Вот первая картина «На берегу Арагвы»:
Она сразу же со всей очевидностью показывает нам, что опера Рубинштейна — одно из многочисленных признаний в любви, сделанных русской культурой Кавказу. Для русских художников было так же естественно восхищаться Кавказом, как для Киплинга — Индией. Тот факт, что эта любовь иссякла, косвенно свидетельствует об исчезновении классической русской культуры в традиционном понимании, а ещё о том, что, как бы ни пролегали и ни менялись государственные границы, в каком-то очень важном смысле Кавказ мы потеряли.
Хор девушек, открывающий сцену, сразу же завораживает своей задушевной мелодией. Потом к подругам присоединяется поотставшая Тамара, они дразнят друг друга и беззаботно резвятся (резвушки же, как-никак, положение обязывает). Всё это, конечно, сделано немножко наивно для 1870-х, но вполне достаточно для того, чтобы произвести неизгладимое впечатление на Демона. (Я иногда думаю, что было бы, подвернись ему в тот момент Кармен или Изольда — вот бы его заколбасило!)

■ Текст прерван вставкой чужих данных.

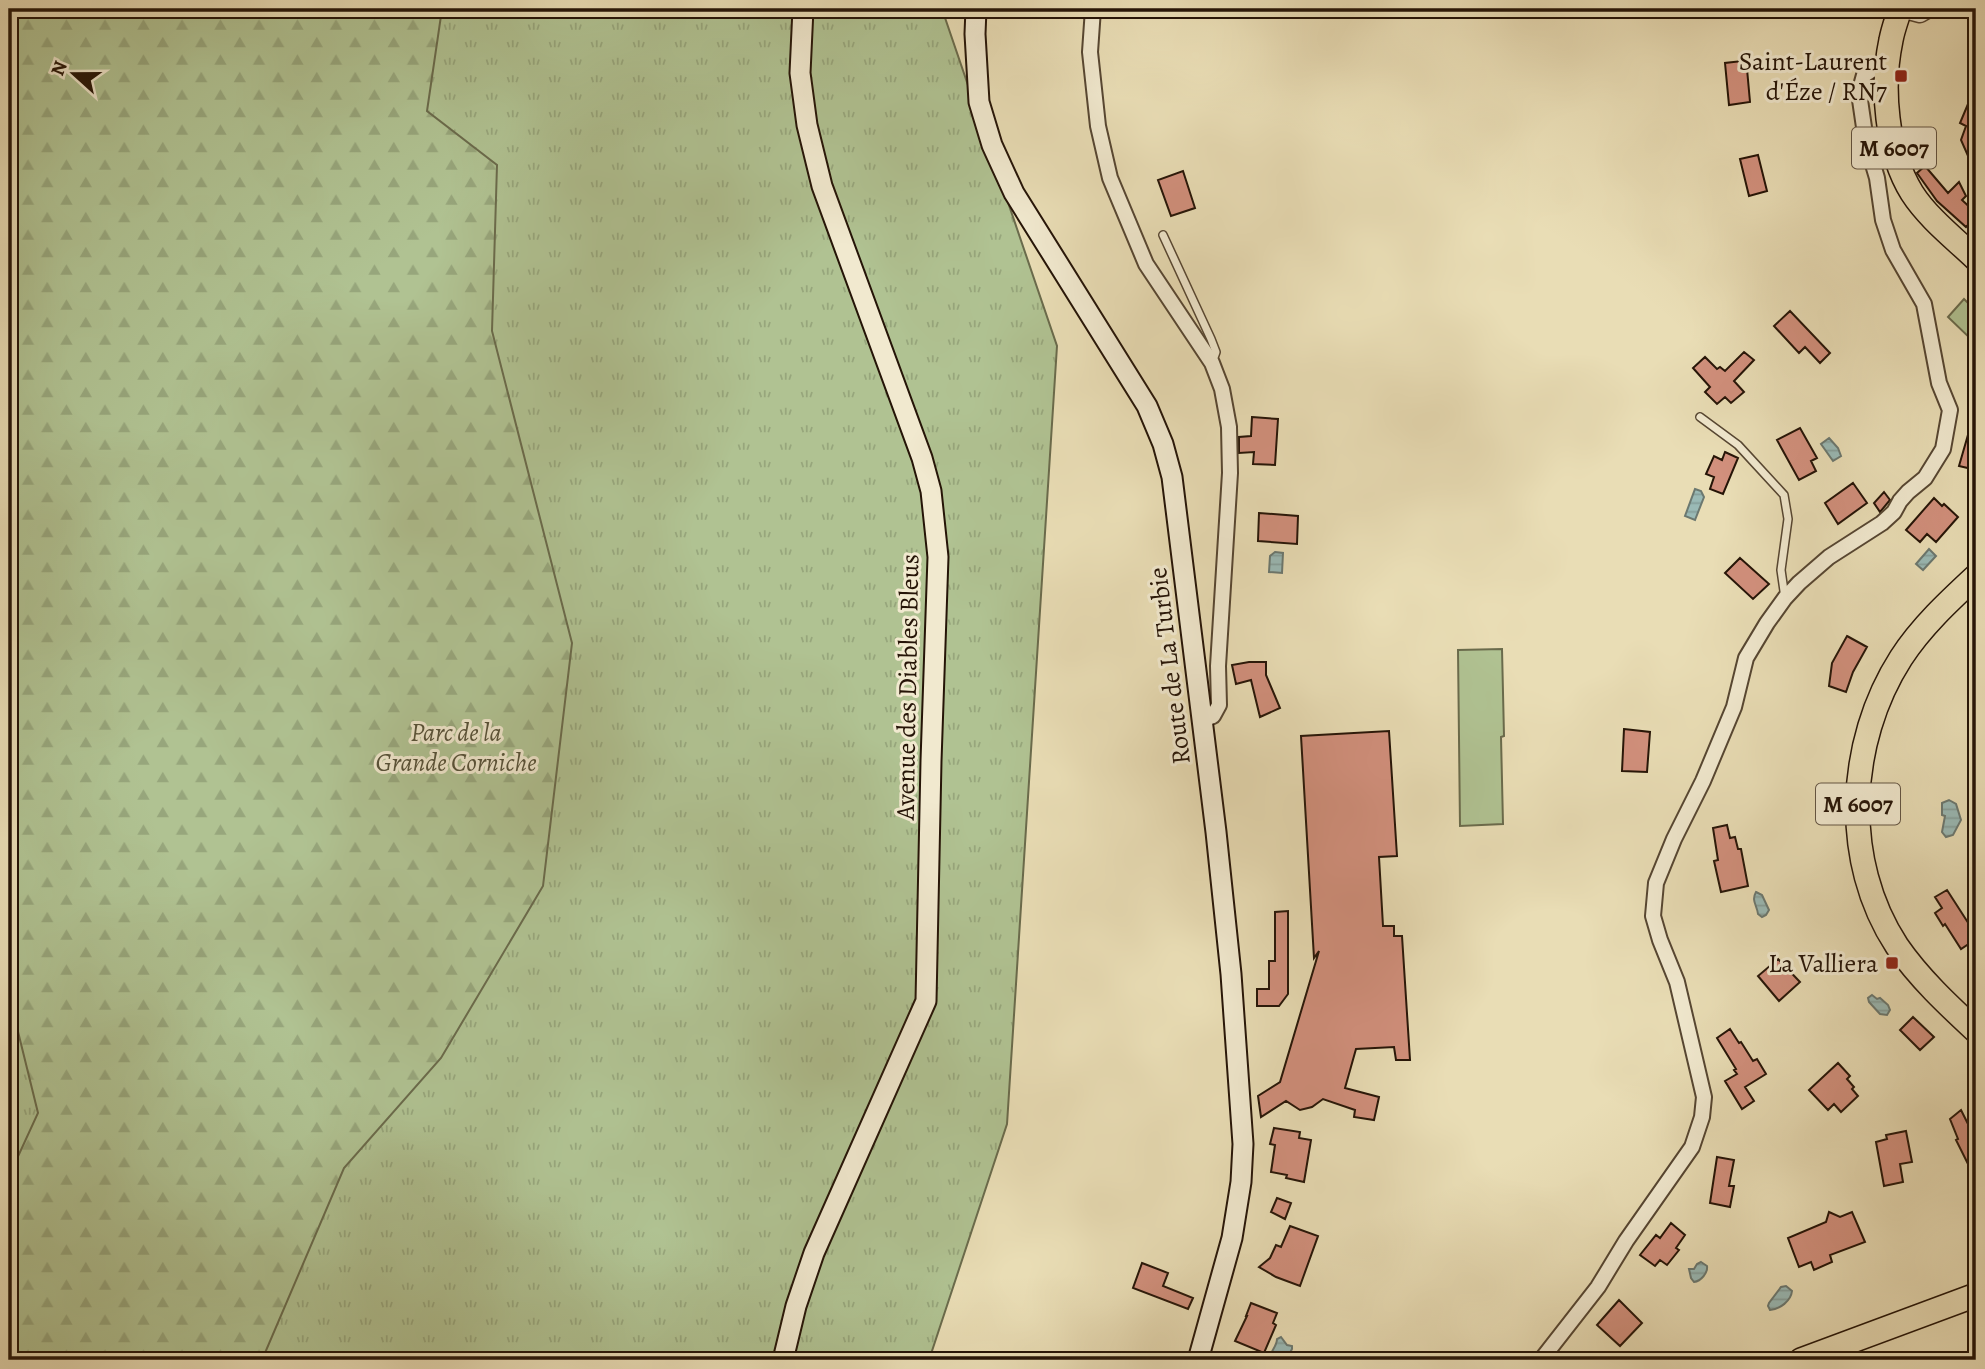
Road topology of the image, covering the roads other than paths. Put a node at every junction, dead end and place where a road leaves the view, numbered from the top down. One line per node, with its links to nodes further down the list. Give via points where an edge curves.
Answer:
1 (803, 9): 16 (main road, Avenue des Diables Bleus, via 800,73 822,186 922,458 938,557 926,1001 814,1253)
2 (976, 9): 13 (main road, Route de La Turbie, via 979,102 992,145 1014,193 1147,406 1163,444 1172,477)
3 (1093, 9): 9 (street, via 1090,52 1098,126 1110,178 1146,264)
4 (1903, 9): 5 (street, via 1920,13); 6 (main road, M 6007)
5 (1927, 9)
6 (1887, 67): 8 (main road, M 6007, via 1889,122 1901,170 1919,202); 12 (street, via 1864,75 1859,93 1866,141 1890,240 1924,304 1950,410 1948,426 1935,463 1894,512 1829,557)
7 (1163, 236): 9 (lane, via 1216,352)
8 (1976, 259)
9 (1212, 363): 13 (street, via 1229,427 1230,473 1219,705 1213,716)
10 (1700, 417): 12 (lane, via 1738,445 1784,495 1788,519 1781,570)
11 (1976, 576): 14 (main road, M 6007, via 1918,635 1886,685 1865,747 1857,815 1866,876 1887,929 1911,965)
12 (1785, 598): 18 (street, via 1746,658 1734,706 1657,883 1653,916 1677,982 1704,1097 1702,1117 1692,1147 1598,1287)
13 (1201, 720): 17 (main road, Route de La Turbie, via 1231,974 1243,1144 1232,1238)
14 (1976, 1031)
15 (1976, 1295): 19 (main road)
16 (783, 1360)
17 (1198, 1360)
18 (1541, 1360)
19 (1801, 1360)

Тамару здесь поёт Татьяна Талахадзе. Лирическое сопрано — самый распространённый женский голос, а потому неудивительно, что в Большом театре «Золотого века», труппу которого создавали «экстенсивными методами» — собирая лучшие кадры со всей страны, было множество первоклассных певиц, принадлежавших к этой голосовой категории. Талахадзе была одной из них. Тем не менее, поначалу в этой записи она немножко разочаровывает (меня, по крайней мере) — в том смысле, что ничего особенного в её пении вроде как нет. Но когда дело дойдёт до заключительной «разборки» между Тамарой и Демоном, которую певица проведёт буквально «на грани нервного срыва», станет ясно, что на эту запись её пригласили не только из-за грузинской фамилии.

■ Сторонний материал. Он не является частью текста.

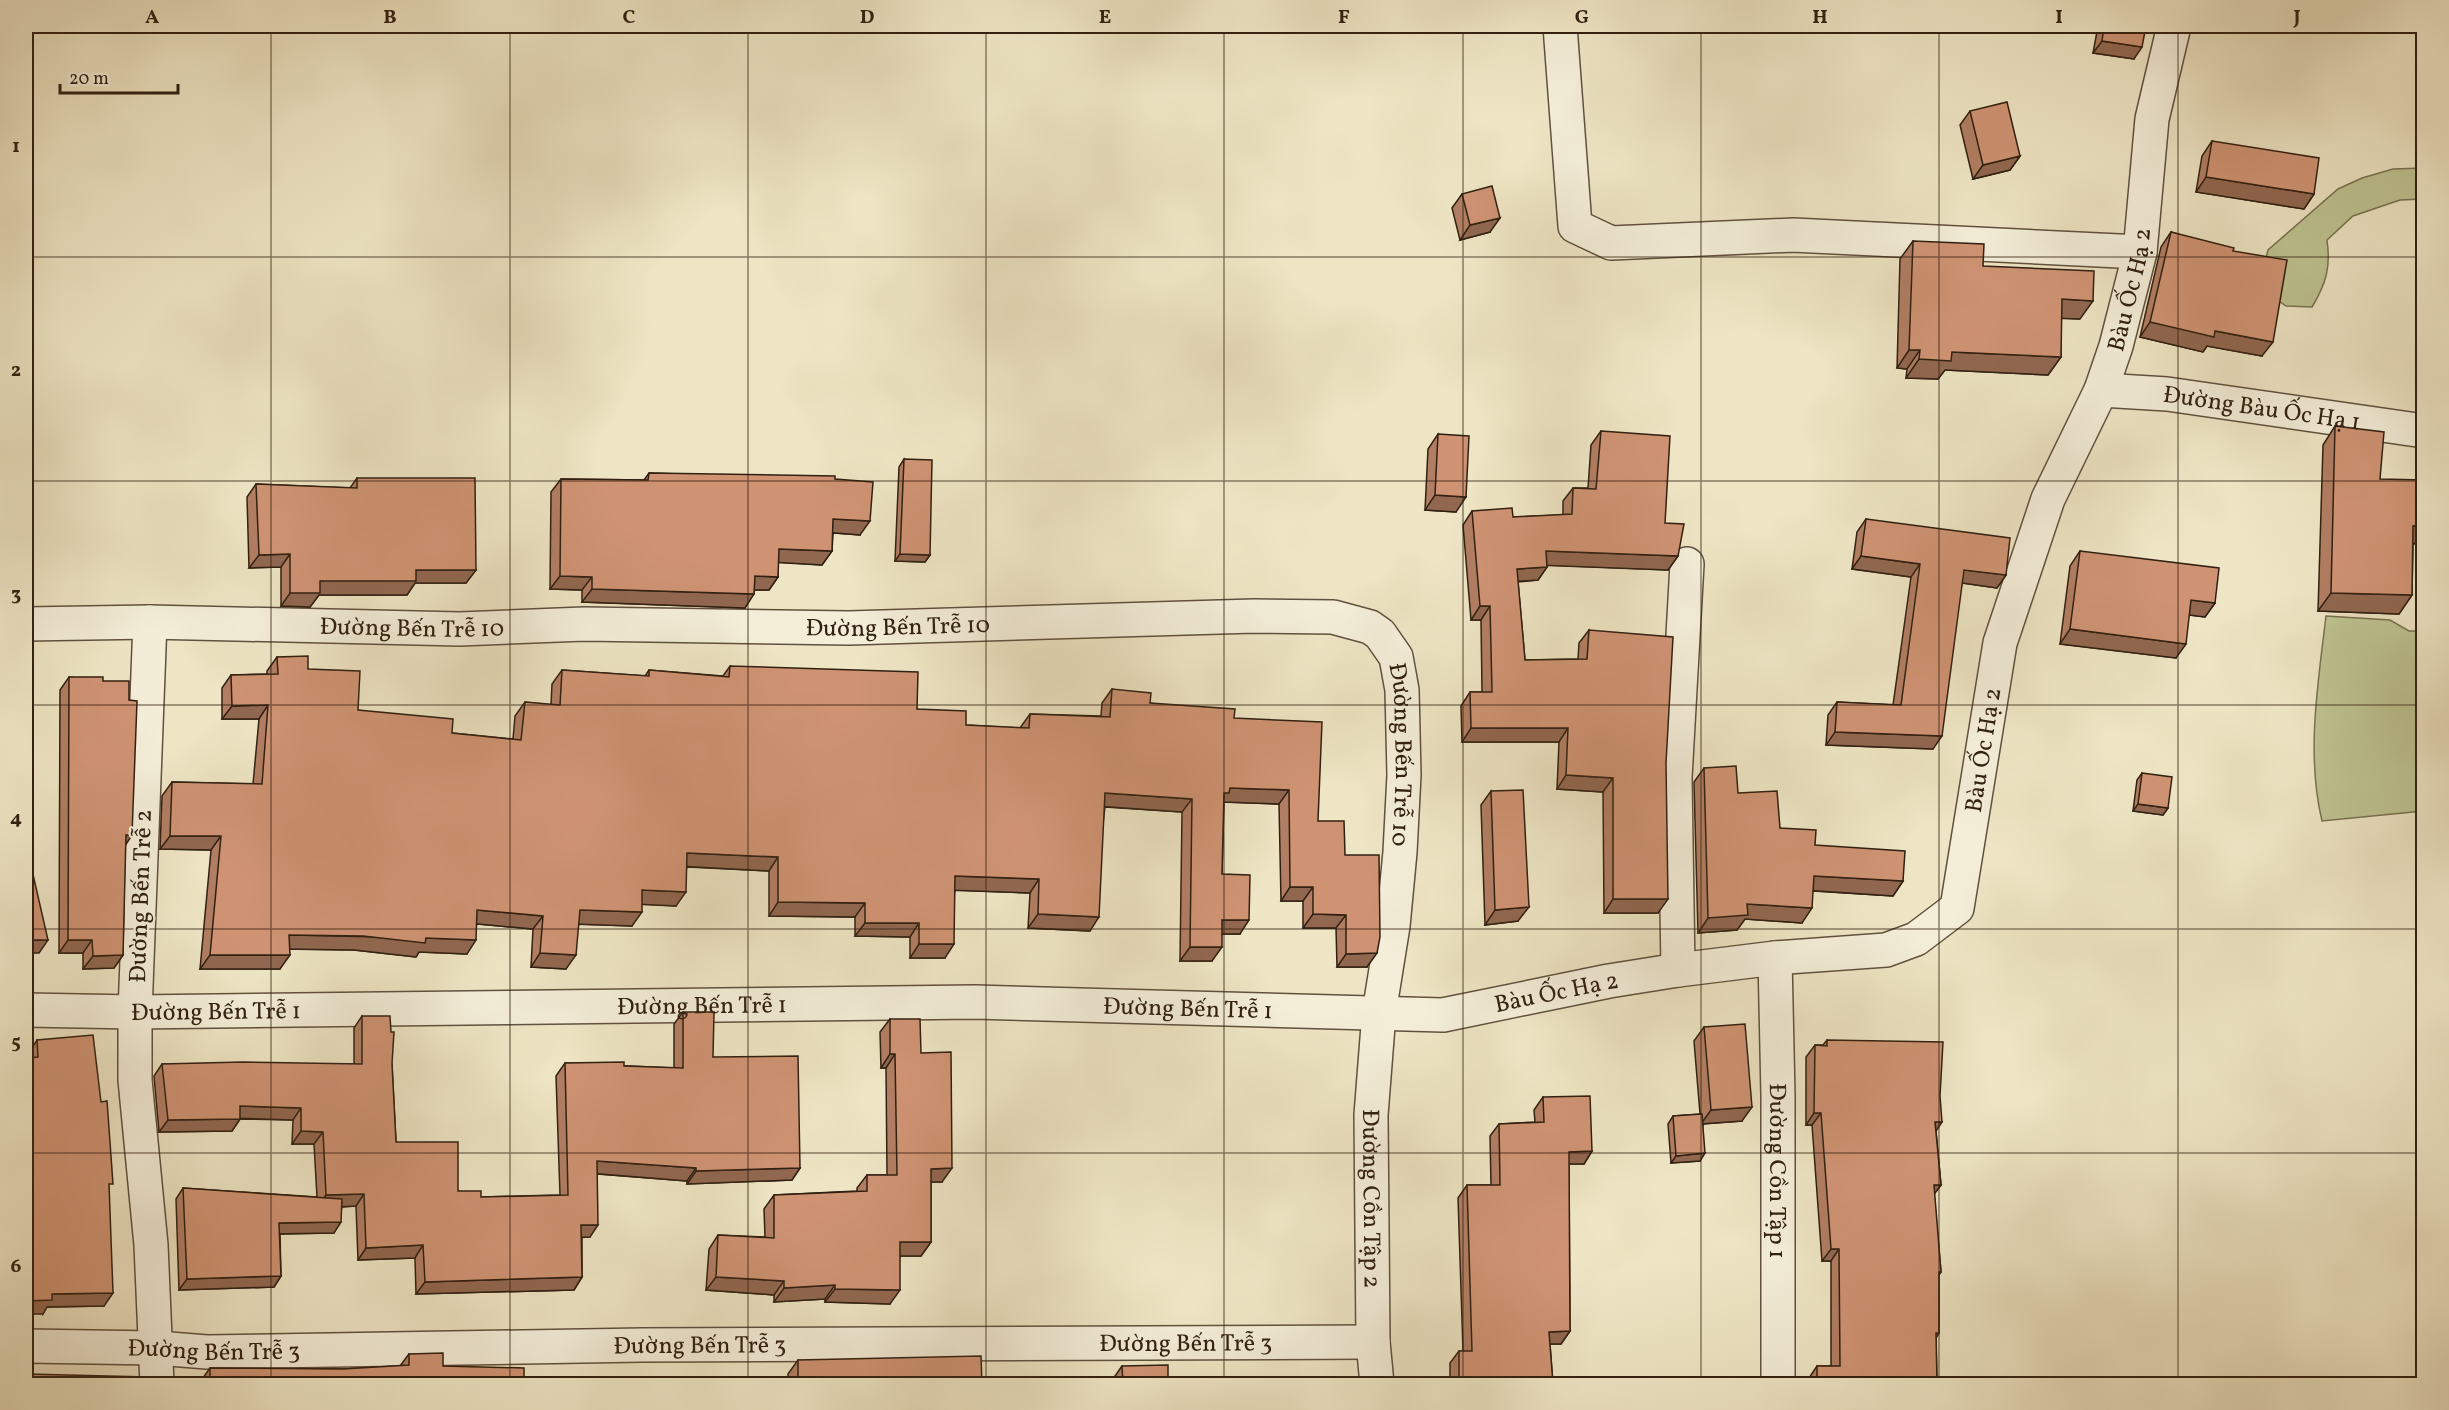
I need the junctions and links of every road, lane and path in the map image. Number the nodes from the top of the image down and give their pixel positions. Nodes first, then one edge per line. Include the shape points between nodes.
1 (1560, 26) edge
2 (2174, 26) edge
3 (2140, 252) junction
4 (2101, 390) junction
5 (2424, 431) edge
6 (1687, 564) dead end
7 (150, 622) junction
8 (26, 624) edge
9 (1775, 958) junction
10 (1678, 970) junction
11 (26, 1010) edge
12 (135, 1012) junction
13 (1379, 1013) junction
14 (1373, 1342) junction
15 (26, 1346) edge
16 (157, 1348) junction
17 (157, 1384) edge
18 (1377, 1384) edge
19 (1778, 1384) edge

1 - 3 street via 1575,226 1611,243 1793,235
2 - 3 street, Bàu Ốc Hạ 2 via 2152,119
3 - 4 street, Bàu Ốc Hạ 2
4 - 5 street, Đường Bàu Ốc Hạ 1 via 2167,394
4 - 9 street, Bàu Ốc Hạ 2 via 2048,500 2000,643 1957,908 1916,939 1886,950
6 - 10 street via 1675,778
7 - 8 street, Đường Bến Trễ 10
7 - 12 street, Đường Bến Trễ 2
7 - 13 street, Đường Bến Trễ 10 via 460,629 584,624 849,628 1254,616 1353,621 1370,627 1388,644 1396,657 1402,690 1404,775 1400,852
9 - 10 street, Bàu Ốc Hạ 2
9 - 19 street, Đường Cồn Tập 1 via 1779,1096
10 - 13 street, Bàu Ốc Hạ 2 via 1443,1015
11 - 12 street, Đường Bến Trễ 1
12 - 13 street, Đường Bến Trễ 1 via 975,1002
12 - 16 street, Đường Bến Trễ 2 via 135,1080
13 - 14 street, Đường Cồn Tập 2 via 1371,1115
14 - 16 street, Đường Bến Trễ 3 via 642,1345 207,1352
14 - 18 street, Đường Cồn Tập 2
15 - 16 street, Đường Bến Trễ 3
16 - 17 street, Đường Bến Trễ 2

Внимание Демона отзывается в девушке необъяснимым ужасом. Находящаяся здесь же няня Тамары успокаивает её разговором о скором приезде жениха. Небольшой рассказ Няни — с продолжительными паузами, как будто у старушки одышка, и заполняющими эти паузы репликами деревянных духовых, как будто дорисовывающими сказанное, — весь пронизан какой-то древней рассудительностью. Тут надо понимать, что Тамара, похоже, и вправду разнервничалась не на шутку, раз ей потребовались такие терпеливые убаюкивания. Однако в итоге няня преуспевает в своей задаче: мысли о женихе отвлекают Тамару, и она запевает радостную песенку «Ах, порвём-соберём мы цветы-цветочки».
Тогда Демон решает показаться Тамаре. Рубинштейну удалось действительно создать величественное «музыкальное зрелище». Это слышно даже несмотря на то, что запись старая и что оркестр, как это было принято в то время, записан несколько «на заднем плане». Тут тебе и арфа, и скрипки в высоком регистре. Если Ангел в прологе порхал, то Демон тут скорее парит в восходящих потоках тёплого воздуха. Очевидно, что Тамаре привиделся не чёртик с рогами, не Мефистофель с бородкой и не дяденька в чёрном, а самый настоящий ангел, хоть и разжалованный.

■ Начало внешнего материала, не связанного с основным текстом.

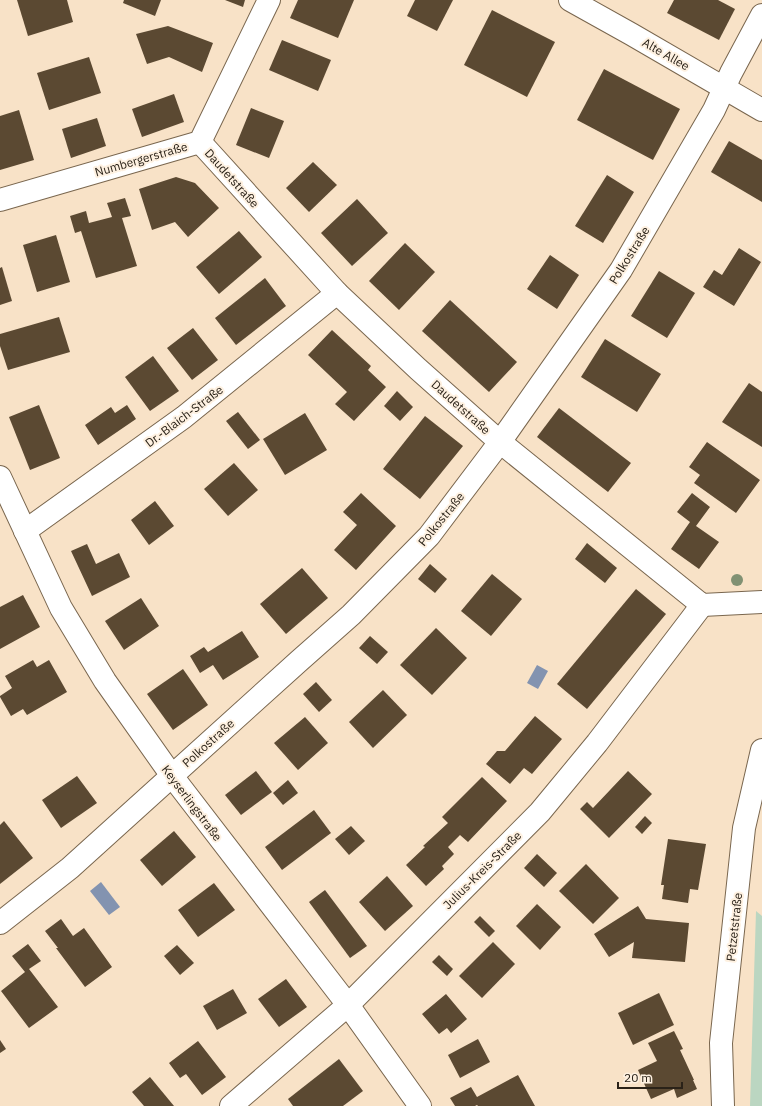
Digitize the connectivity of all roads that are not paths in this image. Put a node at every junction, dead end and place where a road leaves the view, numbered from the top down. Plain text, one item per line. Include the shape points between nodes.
1 (268, 0) edge
2 (570, 0) edge
3 (762, 15) edge
4 (724, 88) junction
5 (762, 110) edge
6 (200, 142) junction
7 (0, 200) edge
8 (337, 293) junction
9 (500, 442) junction
10 (0, 477) edge
11 (24, 530) junction
12 (762, 602) edge
13 (702, 605) junction
14 (762, 750) edge
15 (172, 776) junction
16 (0, 923) edge
17 (348, 1005) junction
18 (231, 1106) edge
19 (420, 1106) edge
20 (723, 1106) edge

1 - 6 street, Numbergerstraße
2 - 4 street, Alte Allee
3 - 4 street, Polkostraße
4 - 5 street, Alte Allee
4 - 9 street, Polkostraße via 714,110 622,270
6 - 7 street, Numbergerstraße
6 - 8 street, Daudetstraße
8 - 9 street, Daudetstraße
8 - 11 street, Dr.-Blaich-Straße via 184,417
9 - 13 street, Daudetstraße
9 - 15 street, Polkostraße via 430,536 351,615
10 - 11 street, Keyserlingstraße
11 - 15 street, Keyserlingstraße via 60,608 105,681
12 - 13 street
13 - 17 street, Julius-Kreis-Straße via 597,743 540,812
14 - 20 street, Petzetstraße via 744,828 721,1043
15 - 16 street, Polkostraße via 70,868
15 - 17 street, Keyserlingstraße
17 - 18 street, Julius-Kreis-Straße
17 - 19 street, Keyserlingstraße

Юная княжна в смятении. Её тревога передаётся и Няне с подругами, которые никак не могут понять, в чём дело. Наконец все направляются домой, однако речи Демона никак не выходят у Тамары из головы…
Тише, тише подползайте!
А тем временем жених Тамары князь Синодал располагается на ночлег в горах. Краткое и тревожное вступление ко второй картине, интонационно родственное теме Демона, обрисовывает ход растянувшегося по дороге каравана. Командует всем Старый слуга Синодала, а сам князь тоскует о невесте и переживает из-за возникшей задержки. Когда он упоминает об обвале, перегородившем им дорогу, в оркестре звучит тема Демона — чтобы ни у кого не оставалось сомнений, чьи это козни.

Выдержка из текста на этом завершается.